### [Required action]
Below is a listing; transcribe it exactly but without any images.

### Recorded data

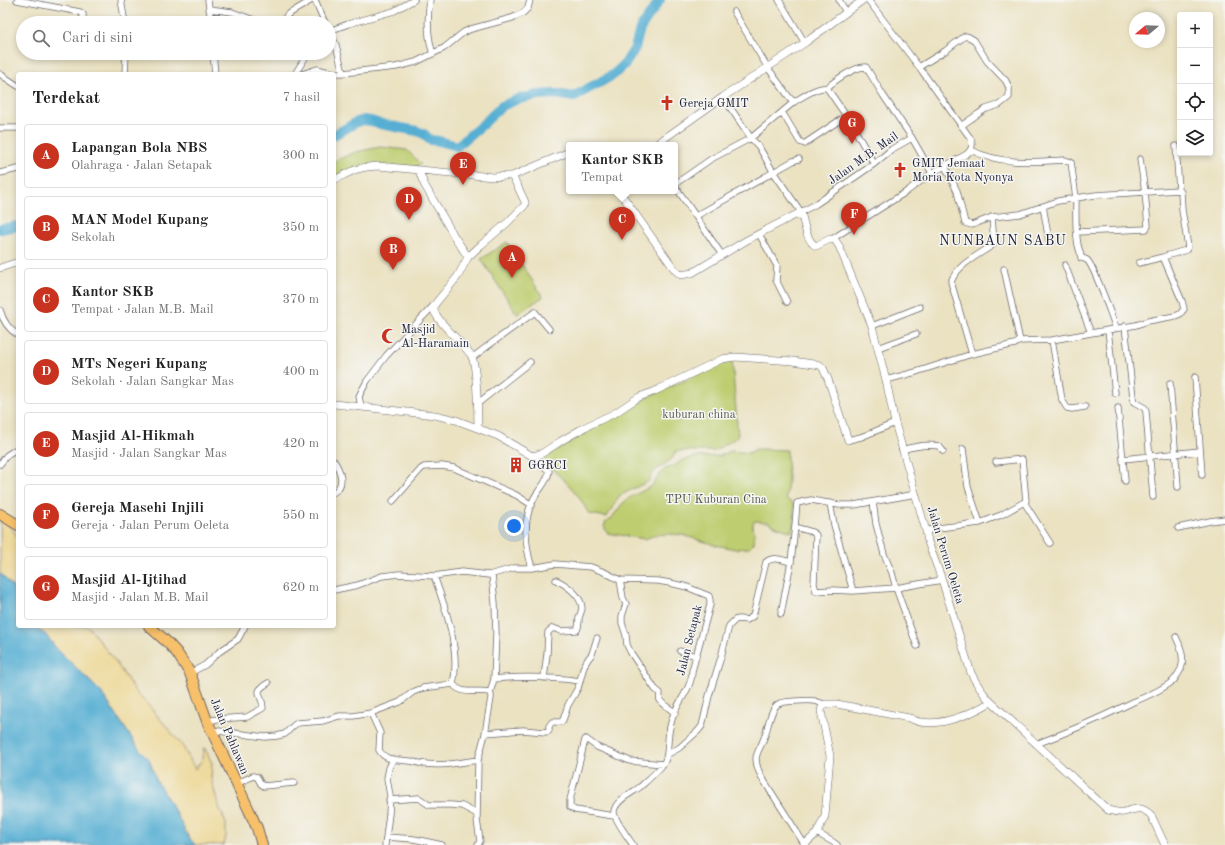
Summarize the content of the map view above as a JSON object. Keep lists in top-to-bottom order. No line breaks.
{"streets":{"highway":["Jalan Pahlawan"],"street":["Jalan M.B. Mail","Jalan Perum Oeleta","Jalan Setapak"]},"districts":["NUNBAUN SABU"],"parks":["kuburan china","TPU Kuburan Cina"],"places":{"church":["Gereja GMIT","GMIT Jemaat Moria Kota Nyonya"],"mosque":["Masjid Al-Haramain"],"building":["GGRCI"]},"north":"left","page":{"map_buttons":["+","−"],"search":"Cari di sini","heading":["Terdekat","7 hasil"],"pins":["G","E","D","F","C","B","A"],"list":[{"mark":"A","name":"Lapangan Bola NBS","note":"Olahraga · Jalan Setapak","value":"300 m"},{"mark":"B","name":"MAN Model Kupang","note":"Sekolah","value":"350 m"},{"mark":"C","name":"Kantor SKB","note":"Tempat · Jalan M.B. Mail","value":"370 m"},{"mark":"D","name":"MTs Negeri Kupang","note":"Sekolah · Jalan Sangkar Mas","value":"400 m"},{"mark":"E","name":"Masjid Al-Hikmah","note":"Masjid · Jalan Sangkar Mas","value":"420 m"},{"mark":"F","name":"Gereja Masehi Injili","note":"Gereja · Jalan Perum Oeleta","value":"550 m"},{"mark":"G","name":"Masjid Al-Ijtihad","note":"Masjid · Jalan M.B. Mail","value":"620 m"}],"popup":["Kantor SKB","Tempat"]}}
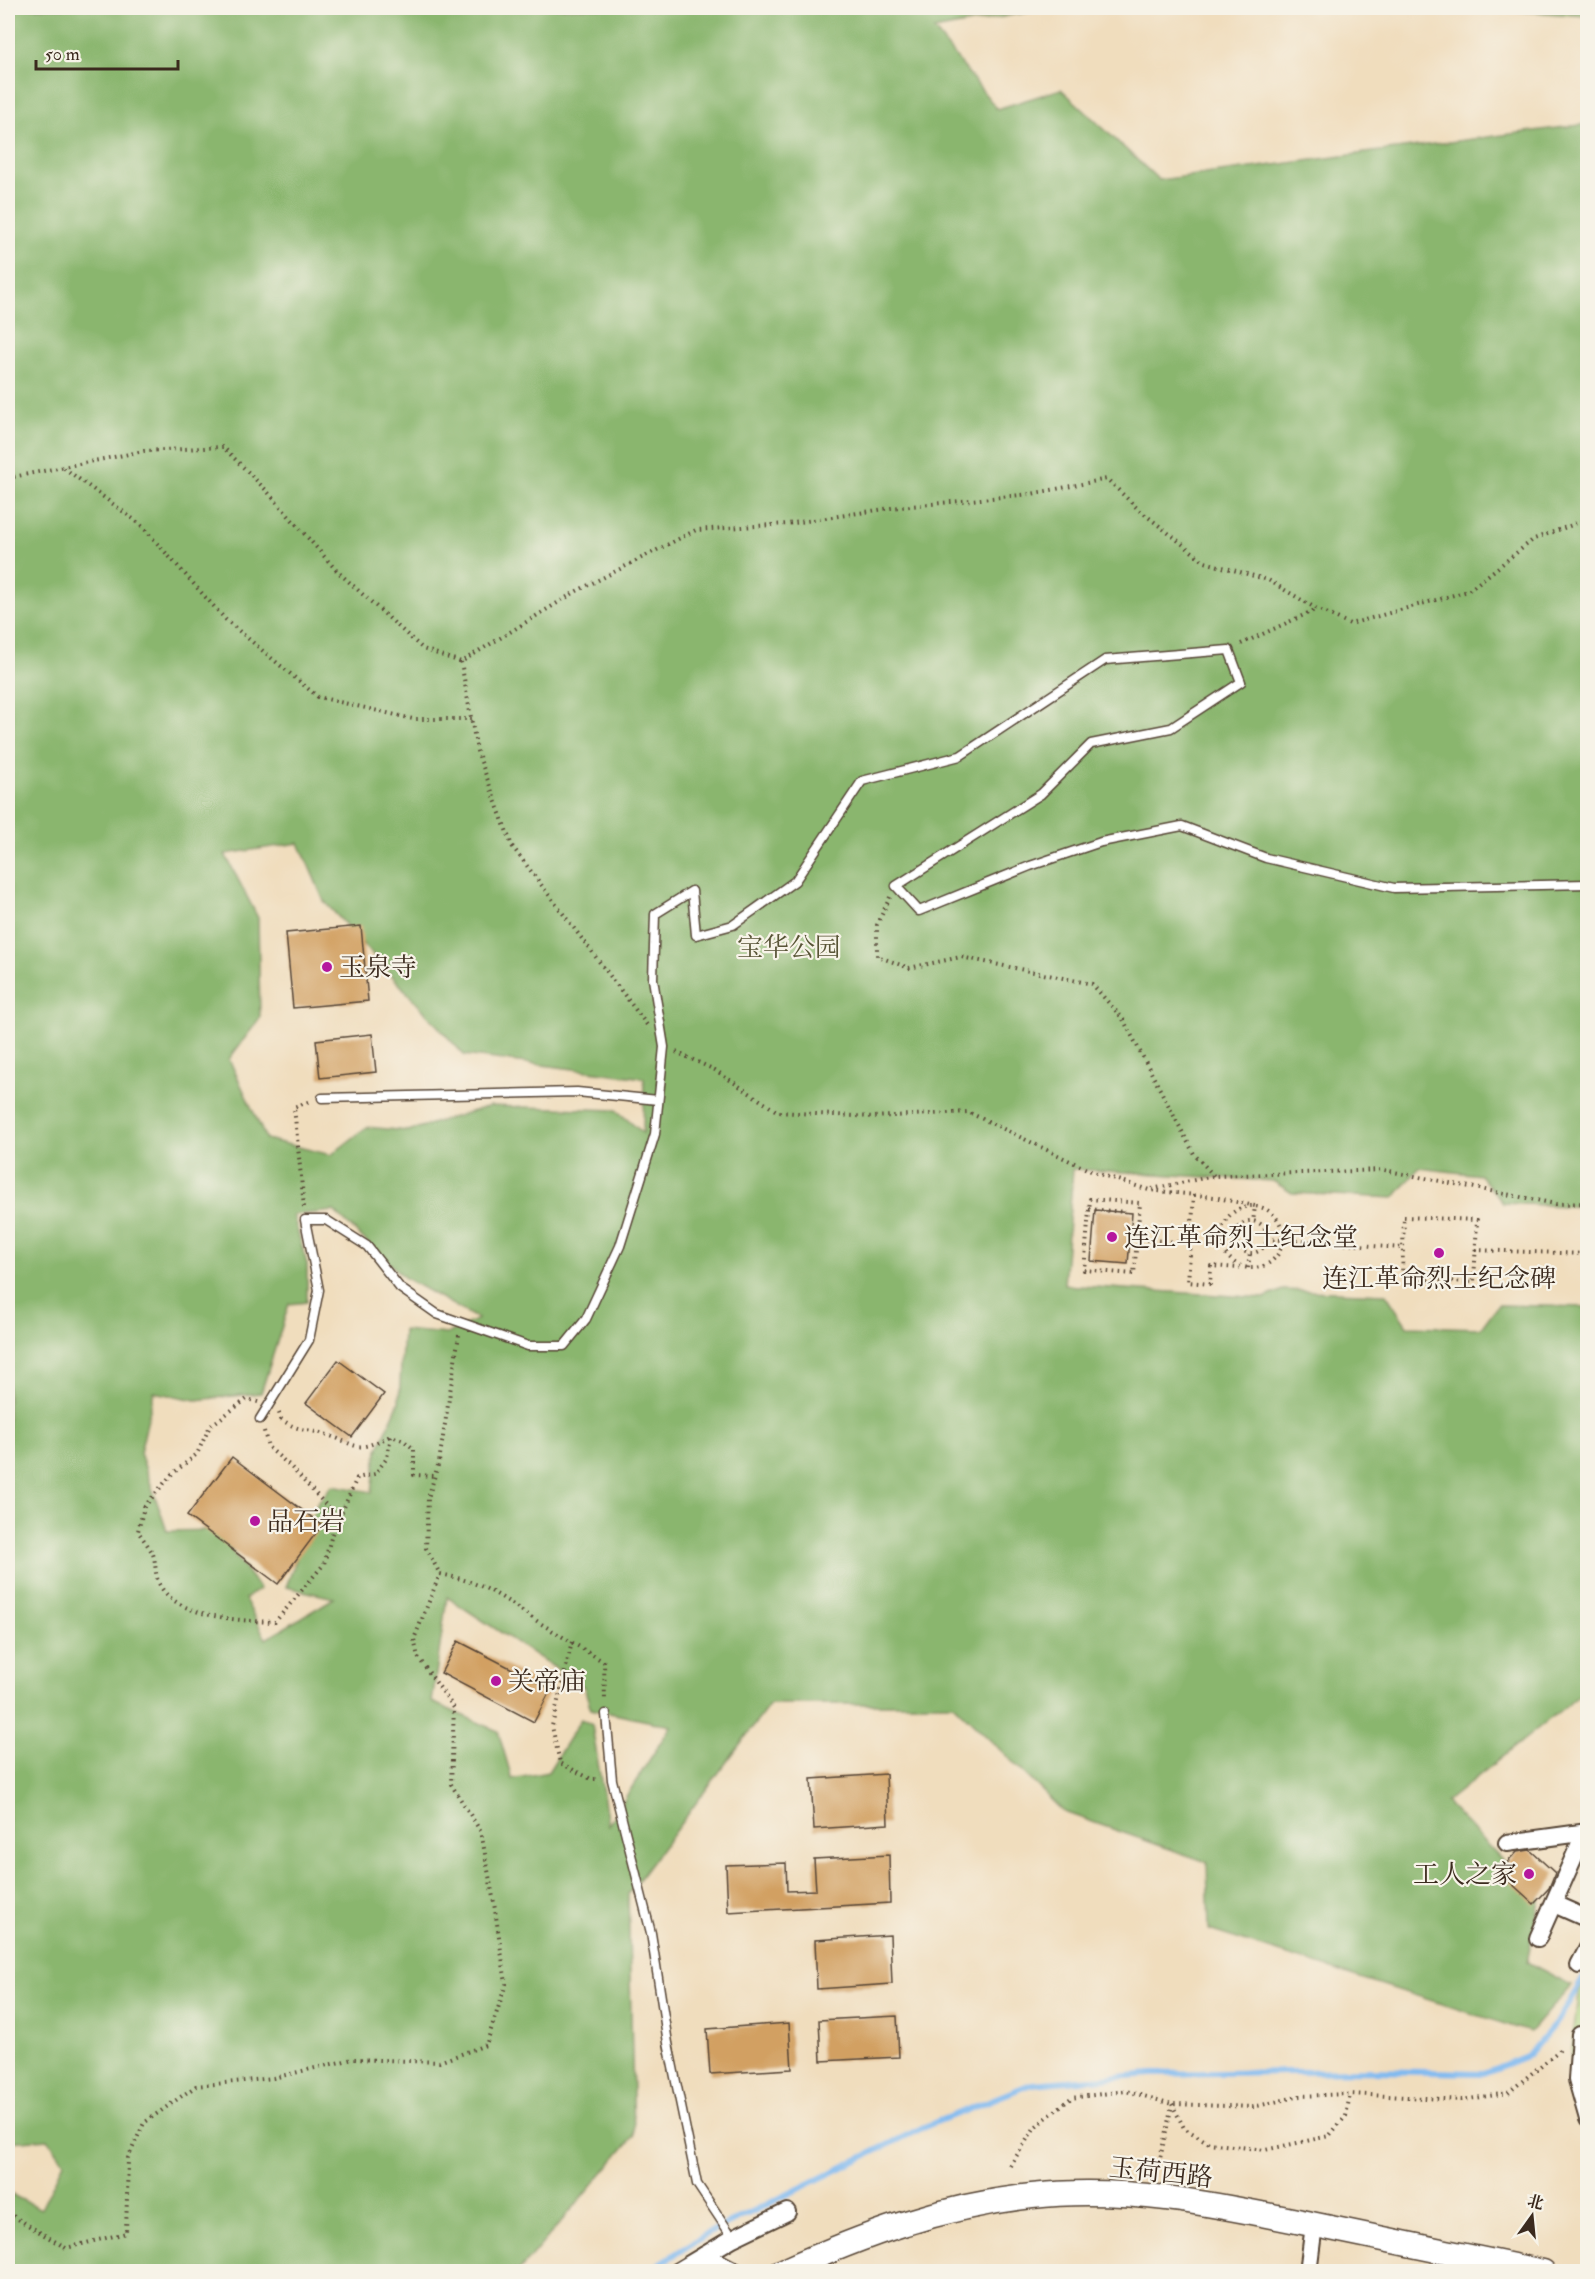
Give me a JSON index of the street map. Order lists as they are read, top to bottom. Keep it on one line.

######

### [Written solution]
Summarize the content of the map view above as a JSON object. Keep lists in top-to-bottom order. No line breaks.
{"streets":{"highway":["Jalan Pahlawan"],"street":["Jalan M.B. Mail","Jalan Perum Oeleta","Jalan Setapak"]},"districts":["NUNBAUN SABU"],"parks":["kuburan china","TPU Kuburan Cina"],"places":{"church":["Gereja GMIT","GMIT Jemaat Moria Kota Nyonya"],"mosque":["Masjid Al-Haramain"],"building":["GGRCI"]},"north":"left","page":{"map_buttons":["+","−"],"search":"Cari di sini","heading":["Terdekat","7 hasil"],"pins":["G","E","D","F","C","B","A"],"list":[{"mark":"A","name":"Lapangan Bola NBS","note":"Olahraga · Jalan Setapak","value":"300 m"},{"mark":"B","name":"MAN Model Kupang","note":"Sekolah","value":"350 m"},{"mark":"C","name":"Kantor SKB","note":"Tempat · Jalan M.B. Mail","value":"370 m"},{"mark":"D","name":"MTs Negeri Kupang","note":"Sekolah · Jalan Sangkar Mas","value":"400 m"},{"mark":"E","name":"Masjid Al-Hikmah","note":"Masjid · Jalan Sangkar Mas","value":"420 m"},{"mark":"F","name":"Gereja Masehi Injili","note":"Gereja · Jalan Perum Oeleta","value":"550 m"},{"mark":"G","name":"Masjid Al-Ijtihad","note":"Masjid · Jalan M.B. Mail","value":"620 m"}],"popup":["Kantor SKB","Tempat"]}}
Give me a JSON index of the street map. Order lists as they are read, top to bottom. Keep it on one line.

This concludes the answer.